The figures to illustrate the main findings are as follows:

• Model Performance Summary
A scatter plot of actual vs. predicted IPO first-day (or first-week/month) returns.
    – X-axis: Actual first-day return
    – Y-axis: Predicted first-day return
If the delisting classification model provides meaningful insights, a ROC curve would also be useful to illustrate classification accuracy compared to random guessing.

• Bar Chart of Top Predictive Words
This chart will display the top predictive phrases or keywords that the model associates with high or low IPO outcomes (e.g., initial returns or delisting risk).
    – X-axis: Importance score (e.g., SHAP value, attention weight)
    – Y-axis: Words (e.g., “uncertain,” “growth,” “profitable”)

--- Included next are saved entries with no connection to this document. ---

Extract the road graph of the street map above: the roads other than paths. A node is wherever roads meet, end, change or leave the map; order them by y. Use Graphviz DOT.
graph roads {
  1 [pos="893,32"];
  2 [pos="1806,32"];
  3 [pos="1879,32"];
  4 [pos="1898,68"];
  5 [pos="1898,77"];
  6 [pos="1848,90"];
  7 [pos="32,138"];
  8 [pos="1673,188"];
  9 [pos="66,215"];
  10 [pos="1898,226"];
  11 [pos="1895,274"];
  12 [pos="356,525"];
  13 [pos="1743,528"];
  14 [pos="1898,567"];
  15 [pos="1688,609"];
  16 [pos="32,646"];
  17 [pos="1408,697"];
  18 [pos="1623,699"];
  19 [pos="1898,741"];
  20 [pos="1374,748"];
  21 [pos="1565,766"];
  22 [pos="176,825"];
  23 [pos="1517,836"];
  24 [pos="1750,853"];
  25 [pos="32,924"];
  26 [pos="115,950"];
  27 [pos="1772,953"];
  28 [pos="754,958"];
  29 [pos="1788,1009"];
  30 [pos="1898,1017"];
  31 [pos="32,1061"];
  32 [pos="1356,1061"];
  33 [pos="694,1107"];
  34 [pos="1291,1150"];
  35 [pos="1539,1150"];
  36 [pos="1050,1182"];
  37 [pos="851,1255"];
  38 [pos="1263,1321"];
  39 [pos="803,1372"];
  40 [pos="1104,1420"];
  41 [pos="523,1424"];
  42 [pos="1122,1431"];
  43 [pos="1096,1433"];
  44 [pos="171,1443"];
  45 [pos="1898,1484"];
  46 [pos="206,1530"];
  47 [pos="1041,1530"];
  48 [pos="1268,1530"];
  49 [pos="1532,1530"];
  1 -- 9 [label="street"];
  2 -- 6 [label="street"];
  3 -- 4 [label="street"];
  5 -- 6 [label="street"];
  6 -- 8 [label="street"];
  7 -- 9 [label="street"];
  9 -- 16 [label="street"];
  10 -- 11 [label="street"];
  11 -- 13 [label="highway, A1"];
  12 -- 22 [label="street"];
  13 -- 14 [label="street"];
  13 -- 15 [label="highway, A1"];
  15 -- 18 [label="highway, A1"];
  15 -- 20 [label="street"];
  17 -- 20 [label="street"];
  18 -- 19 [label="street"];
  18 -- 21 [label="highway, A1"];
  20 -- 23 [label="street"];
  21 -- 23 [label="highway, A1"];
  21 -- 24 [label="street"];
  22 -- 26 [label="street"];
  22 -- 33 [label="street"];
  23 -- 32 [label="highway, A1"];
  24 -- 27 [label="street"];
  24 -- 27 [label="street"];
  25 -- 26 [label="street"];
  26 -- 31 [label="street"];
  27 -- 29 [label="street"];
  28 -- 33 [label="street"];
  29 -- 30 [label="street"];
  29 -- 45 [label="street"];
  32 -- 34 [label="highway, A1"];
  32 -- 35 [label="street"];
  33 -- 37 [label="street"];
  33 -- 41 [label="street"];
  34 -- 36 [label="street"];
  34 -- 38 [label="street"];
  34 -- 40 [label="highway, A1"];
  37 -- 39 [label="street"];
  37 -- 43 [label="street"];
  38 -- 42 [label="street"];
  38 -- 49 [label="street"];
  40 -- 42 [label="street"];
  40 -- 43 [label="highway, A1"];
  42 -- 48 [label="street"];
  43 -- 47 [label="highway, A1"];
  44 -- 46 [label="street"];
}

As for the model, I plan to start with FinBERT, which is specifically designed for financial text and seems well-suited for this task. However, I may also experiment with a simpler architecture such as a plain LSTM-based model.


## Data Collection

* IPO Data
  * [CRSP from wrds](https://wrds-www.wharton.upenn.edu/pages/about/data-vendors/center-for-research-in-security-prices-crsp/)
  * [Jay Ritter's IPO Data](https://site.warrington.ufl.edu/ritter/ipo-data/)
* S-1 Text
  * [EDGAR](https://www.sec.gov/edgar/search/)

I am familiar with the IPO data mentioned above, as I’ve worked with it in my own research project.


### S-1 Text Collection

I have not collected all IPO firms yet, but I have built a code block to extract text from EDGAR and begun some basic word-level analysis, as shown below. It appears to be scalable.

In [2]:
import os
import numpy as np
import re
import pandas as pd
from sec_edgar_downloader import Downloader
from bs4 import BeautifulSoup
from collections import Counter
from nltk.corpus import stopwords
import nltk

def setup(base_path=None,update=True):
    if base_path is None:
        if update == False:
            if os.name == 'posix':
            # MacOS (or Linux)
                base_path = '/Users/taisei/Dropbox/'
            elif os.name == 'nt':
                # Windows
                base_path = 'C:/Users/Taise/Dropbox/'
        else:
            base_path = input("Please enter your dropbox path: (e.g. C:/Users/Taise/Dropbox/)")
    data_path = os.path.join(base_path, "IPOMatch/data/")
    figure_path = os.path.join(base_path, "Apps/Overleaf/IPOMatch/tables_figures/")
    overleaf_path = os.path.join(base_path, "Apps/Overleaf/IPOMatch/")
    print(f"Data path: {data_path}")
    print(f"Figure/Table path: {figure_path}")
    print(f"Overleaf path: {overleaf_path}")
    return data_path,figure_path,overleaf_path

def get_full_submission_path(data_path, cik, form_type='S-1'):
    # Zero-pad the CIK
    cik_padded = f"{int(cik):010d}"
    filing_path = os.path.join(data_path, 'sec-edgar-filings', cik_padded, form_type)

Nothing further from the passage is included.